Collect from the data below each line with "AVENUE".

----

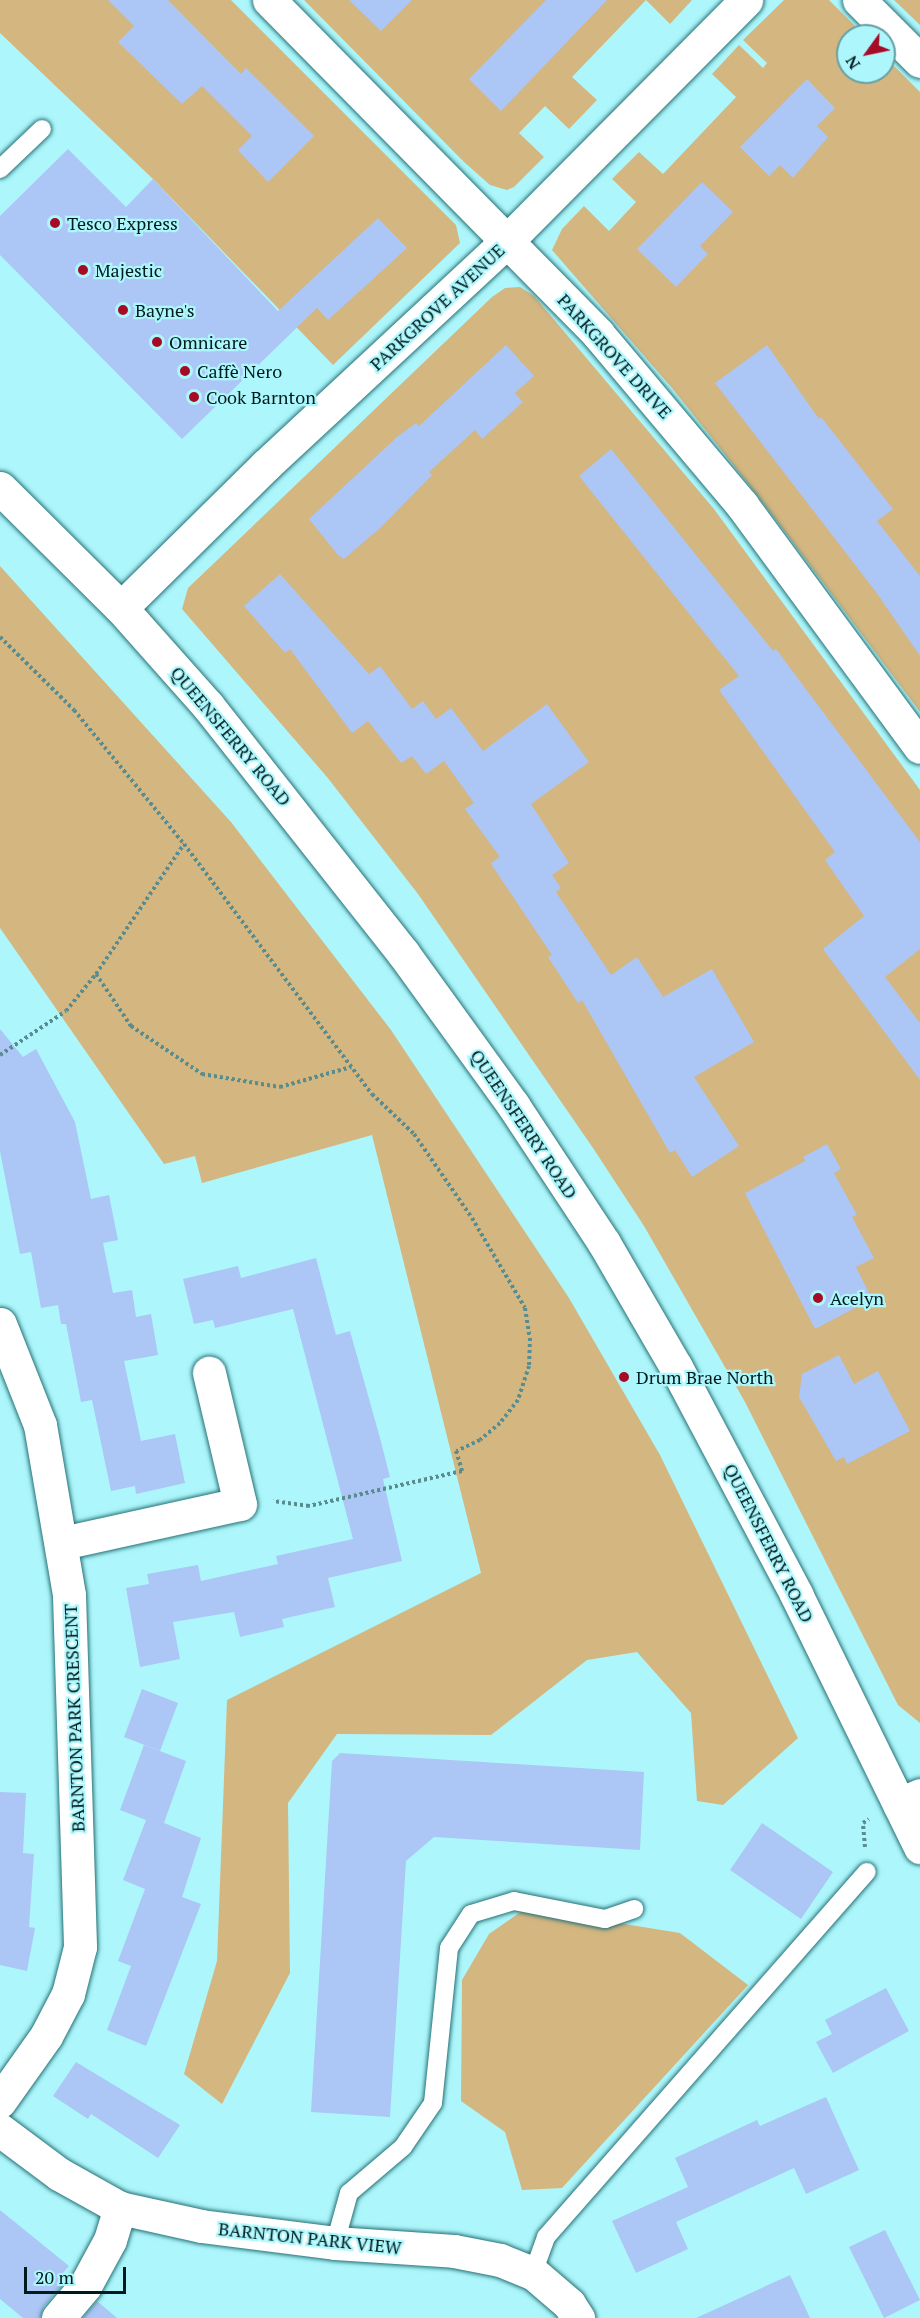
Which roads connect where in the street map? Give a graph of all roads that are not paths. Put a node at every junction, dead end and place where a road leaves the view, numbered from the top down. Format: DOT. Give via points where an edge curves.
graph roads {
  1 [pos="269,0"];
  2 [pos="746,0"];
  3 [pos="859,0"];
  4 [pos="920,61"];
  5 [pos="42,129"];
  6 [pos="0,169"];
  7 [pos="508,240"];
  8 [pos="0,488"];
  9 [pos="121,608"];
  10 [pos="920,747"];
  11 [pos="0,1324"];
  12 [pos="209,1374"];
  13 [pos="62,1543"];
  14 [pos="910,1799"];
  15 [pos="920,1847"];
  16 [pos="867,1872"];
  17 [pos="634,1909"];
  18 [pos="0,2101"];
  19 [pos="0,2130"];
  20 [pos="120,2208"];
  21 [pos="335,2243"];
  22 [pos="533,2273"];
  23 [pos="58,2318"];
  24 [pos="578,2318"];
  1 -- 7 [label="street, PARKGROVE DRIVE"];
  2 -- 7 [label="street, PARKGROVE AVENUE"];
  3 -- 4 [label="street"];
  5 -- 6 [label="lane"];
  7 -- 9 [label="street, PARKGROVE AVENUE" via="266,465"];
  7 -- 10 [label="street, PARKGROVE DRIVE" via="598,334 742,505"];
  8 -- 9 [label="street, QUEENSFERRY ROAD"];
  9 -- 14 [label="street, QUEENSFERRY ROAD" via="272,784 403,953 513,1105 604,1243"];
  11 -- 13 [label="street, BARNTON PARK CRESCENT" via="40,1425"];
  12 -- 13 [label="street" via="243,1514"];
  13 -- 18 [label="street, BARNTON PARK CRESCENT" via="69,1595 80,1947 68,1995 46,2036"];
  14 -- 15 [label="street, QUEENSFERRY ROAD"];
  16 -- 22 [label="lane" via="546,2237"];
  17 -- 21 [label="lane" via="605,1919 514,1901 471,1914 449,1948 433,2103 403,2147 349,2193"];
  19 -- 20 [label="street, BARNTON PARK VIEW" via="59,2174"];
  20 -- 21 [label="street, BARNTON PARK VIEW" via="201,2226"];
  20 -- 23 [label="street" via="110,2240 86,2286"];
  21 -- 22 [label="street, BARNTON PARK VIEW" via="454,2251 500,2259"];
  22 -- 24 [label="street"];
}
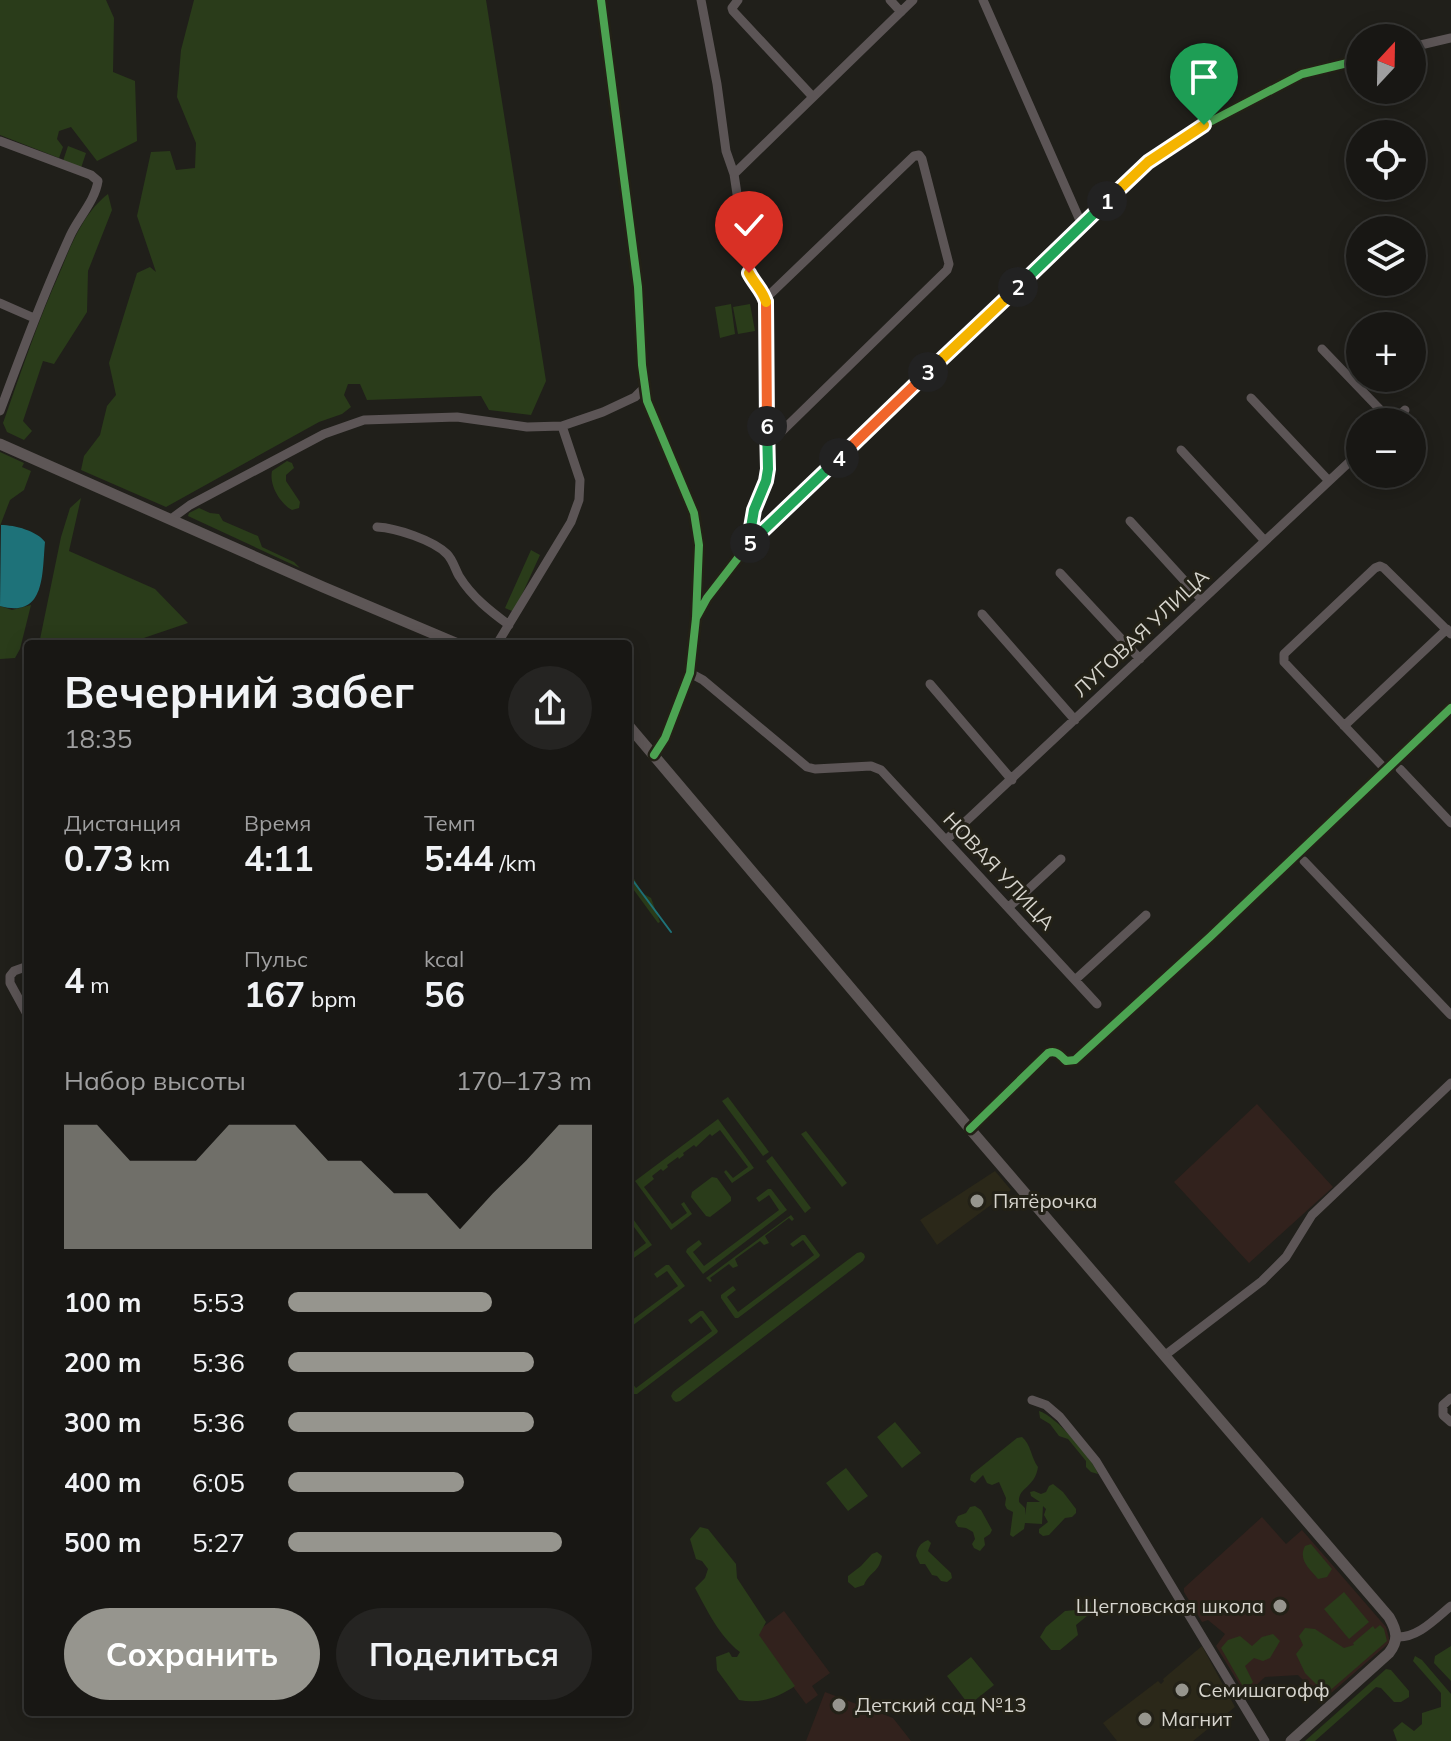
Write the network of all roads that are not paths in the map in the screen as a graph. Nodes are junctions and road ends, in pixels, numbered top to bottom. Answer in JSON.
{"nodes":[{"id":1,"x":601,"y":0,"type":"edge"},
{"id":2,"x":701,"y":0,"type":"edge"},
{"id":3,"x":738,"y":0,"type":"edge"},
{"id":4,"x":890,"y":0,"type":"edge"},
{"id":5,"x":913,"y":0,"type":"edge"},
{"id":6,"x":983,"y":0,"type":"edge"},
{"id":7,"x":901,"y":12,"type":"junction"},
{"id":8,"x":1451,"y":38,"type":"edge"},
{"id":9,"x":1426,"y":44,"type":"edge"},
{"id":10,"x":1346,"y":63,"type":"edge"},
{"id":11,"x":813,"y":97,"type":"junction"},
{"id":12,"x":0,"y":141,"type":"edge"},
{"id":13,"x":734,"y":174,"type":"junction"},
{"id":14,"x":1082,"y":225,"type":"junction"},
{"id":15,"x":765,"y":299,"type":"junction"},
{"id":16,"x":0,"y":303,"type":"edge"},
{"id":17,"x":34,"y":318,"type":"junction"},
{"id":18,"x":1322,"y":349,"type":"dead end"},
{"id":19,"x":645,"y":387,"type":"junction"},
{"id":20,"x":1251,"y":398,"type":"dead end"},
{"id":21,"x":1379,"y":408,"type":"edge"},
{"id":22,"x":0,"y":411,"type":"edge"},
{"id":23,"x":562,"y":426,"type":"junction"},
{"id":24,"x":767,"y":443,"type":"junction"},
{"id":25,"x":0,"y":444,"type":"edge"},
{"id":26,"x":1181,"y":450,"type":"dead end"},
{"id":27,"x":1346,"y":465,"type":"edge"},
{"id":28,"x":1329,"y":481,"type":"junction"},
{"id":29,"x":171,"y":519,"type":"junction"},
{"id":30,"x":1130,"y":521,"type":"dead end"},
{"id":31,"x":377,"y":527,"type":"dead end"},
{"id":32,"x":1265,"y":541,"type":"junction"},
{"id":33,"x":748,"y":545,"type":"junction"},
{"id":34,"x":1060,"y":573,"type":"dead end"},
{"id":35,"x":1202,"y":600,"type":"junction"},
{"id":36,"x":982,"y":614,"type":"dead end"},
{"id":37,"x":696,"y":618,"type":"junction"},
{"id":38,"x":509,"y":625,"type":"junction"},
{"id":39,"x":1449,"y":632,"type":"edge"},
{"id":40,"x":449,"y":640,"type":"edge"},
{"id":41,"x":500,"y":640,"type":"edge"},
{"id":42,"x":1140,"y":659,"type":"junction"},
{"id":43,"x":690,"y":673,"type":"junction"},
{"id":44,"x":930,"y":684,"type":"dead end"},
{"id":45,"x":1451,"y":708,"type":"edge"},
{"id":46,"x":1075,"y":720,"type":"junction"},
{"id":47,"x":1344,"y":726,"type":"junction"},
{"id":48,"x":632,"y":730,"type":"edge"},
{"id":49,"x":654,"y":755,"type":"junction"},
{"id":50,"x":1400,"y":769,"type":"dead end"},
{"id":51,"x":1386,"y":770,"type":"junction"},
{"id":52,"x":1012,"y":780,"type":"junction"},
{"id":53,"x":1451,"y":823,"type":"edge"},
{"id":54,"x":946,"y":840,"type":"junction"},
{"id":55,"x":1061,"y":859,"type":"dead end"},
{"id":56,"x":1304,"y":861,"type":"dead end"},
{"id":57,"x":1009,"y":907,"type":"junction"},
{"id":58,"x":1146,"y":915,"type":"dead end"},
{"id":59,"x":24,"y":967,"type":"edge"},
{"id":60,"x":1075,"y":980,"type":"junction"},
{"id":61,"x":1097,"y":1004,"type":"dead end"},
{"id":62,"x":24,"y":1009,"type":"edge"},
{"id":63,"x":1451,"y":1015,"type":"edge"},
{"id":64,"x":1451,"y":1083,"type":"edge"},
{"id":65,"x":970,"y":1129,"type":"junction"},
{"id":66,"x":1164,"y":1356,"type":"junction"},
{"id":67,"x":1032,"y":1400,"type":"dead end"},
{"id":68,"x":1447,"y":1402,"type":"edge"},
{"id":69,"x":1451,"y":1422,"type":"edge"},
{"id":70,"x":1451,"y":1606,"type":"edge"},
{"id":71,"x":1397,"y":1637,"type":"junction"},
{"id":72,"x":1265,"y":1741,"type":"edge"},
{"id":73,"x":1291,"y":1741,"type":"edge"}],
"edges":[{"from":1,"to":19,"type":"street"},
{"from":2,"to":13,"type":"street"},
{"from":3,"to":11,"type":"street"},
{"from":4,"to":7,"type":"street"},
{"from":5,"to":7,"type":"street"},
{"from":6,"to":14,"type":"street"},
{"from":7,"to":11,"type":"street"},
{"from":8,"to":9,"type":"street"},
{"from":10,"to":14,"type":"street"},
{"from":11,"to":13,"type":"street"},
{"from":12,"to":17,"type":"street"},
{"from":13,"to":15,"type":"street"},
{"from":14,"to":33,"type":"street"},
{"from":15,"to":24,"type":"street"},
{"from":15,"to":24,"type":"street"},
{"from":16,"to":17,"type":"street"},
{"from":17,"to":22,"type":"street"},
{"from":18,"to":21,"type":"street"},
{"from":19,"to":23,"type":"street"},
{"from":19,"to":37,"type":"street"},
{"from":20,"to":28,"type":"street"},
{"from":23,"to":29,"type":"street"},
{"from":23,"to":38,"type":"street"},
{"from":24,"to":33,"type":"street"},
{"from":25,"to":29,"type":"main road"},
{"from":26,"to":32,"type":"street"},
{"from":27,"to":28,"type":"street","name":"ЛУГОВАЯ УЛИЦА"},
{"from":28,"to":32,"type":"street","name":"ЛУГОВАЯ УЛИЦА"},
{"from":29,"to":40,"type":"main road"},
{"from":30,"to":35,"type":"street"},
{"from":31,"to":38,"type":"street"},
{"from":32,"to":35,"type":"street","name":"ЛУГОВАЯ УЛИЦА"},
{"from":33,"to":37,"type":"street"},
{"from":34,"to":42,"type":"street"},
{"from":35,"to":42,"type":"street","name":"ЛУГОВАЯ УЛИЦА"},
{"from":36,"to":46,"type":"street"},
{"from":37,"to":43,"type":"street"},
{"from":38,"to":41,"type":"street"},
{"from":39,"to":47,"type":"street"},
{"from":39,"to":47,"type":"street"},
{"from":42,"to":46,"type":"street","name":"ЛУГОВАЯ УЛИЦА"},
{"from":43,"to":49,"type":"street"},
{"from":43,"to":54,"type":"street","name":"НОВАЯ УЛИЦА"},
{"from":44,"to":52,"type":"street"},
{"from":45,"to":51,"type":"street"},
{"from":46,"to":52,"type":"street","name":"ЛУГОВАЯ УЛИЦА"},
{"from":47,"to":51,"type":"street"},
{"from":48,"to":49,"type":"main road"},
{"from":49,"to":65,"type":"main road"},
{"from":50,"to":53,"type":"street"},
{"from":51,"to":65,"type":"street"},
{"from":52,"to":54,"type":"street","name":"ЛУГОВАЯ УЛИЦА"},
{"from":54,"to":57,"type":"street","name":"НОВАЯ УЛИЦА"},
{"from":55,"to":57,"type":"street"},
{"from":56,"to":63,"type":"street"},
{"from":57,"to":60,"type":"street","name":"НОВАЯ УЛИЦА"},
{"from":58,"to":60,"type":"street"},
{"from":59,"to":62,"type":"street"},
{"from":60,"to":61,"type":"street","name":"НОВАЯ УЛИЦА"},
{"from":64,"to":66,"type":"street"},
{"from":65,"to":66,"type":"main road"},
{"from":66,"to":71,"type":"main road"},
{"from":67,"to":72,"type":"street"},
{"from":68,"to":69,"type":"street"},
{"from":70,"to":71,"type":"street"},
{"from":71,"to":73,"type":"main road"}]}
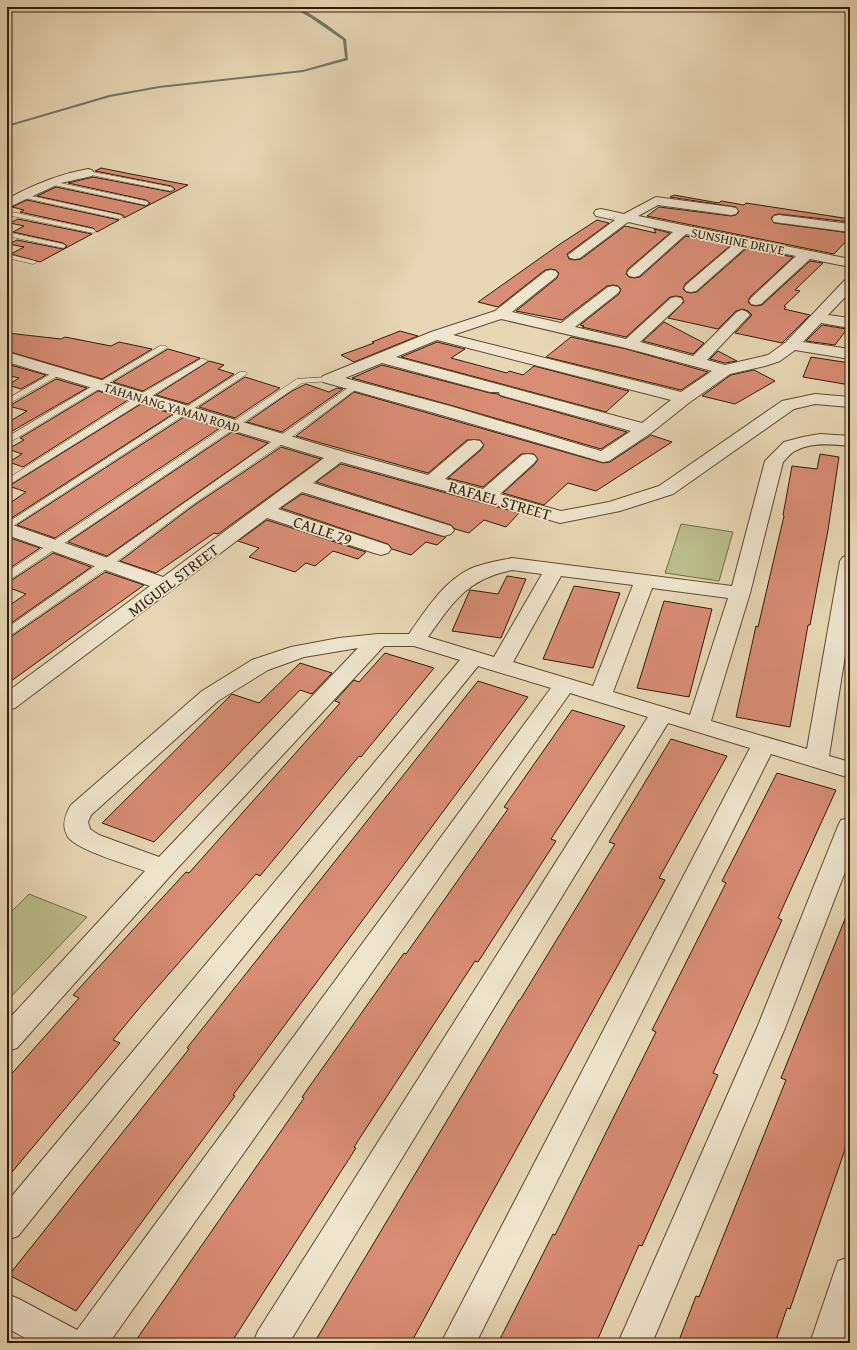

----

» TASK SOLUTION
  2 -- 7 [label="street, PARKGROVE AVENUE"];
  7 -- 9 [label="street, PARKGROVE AVENUE" via="266,465"];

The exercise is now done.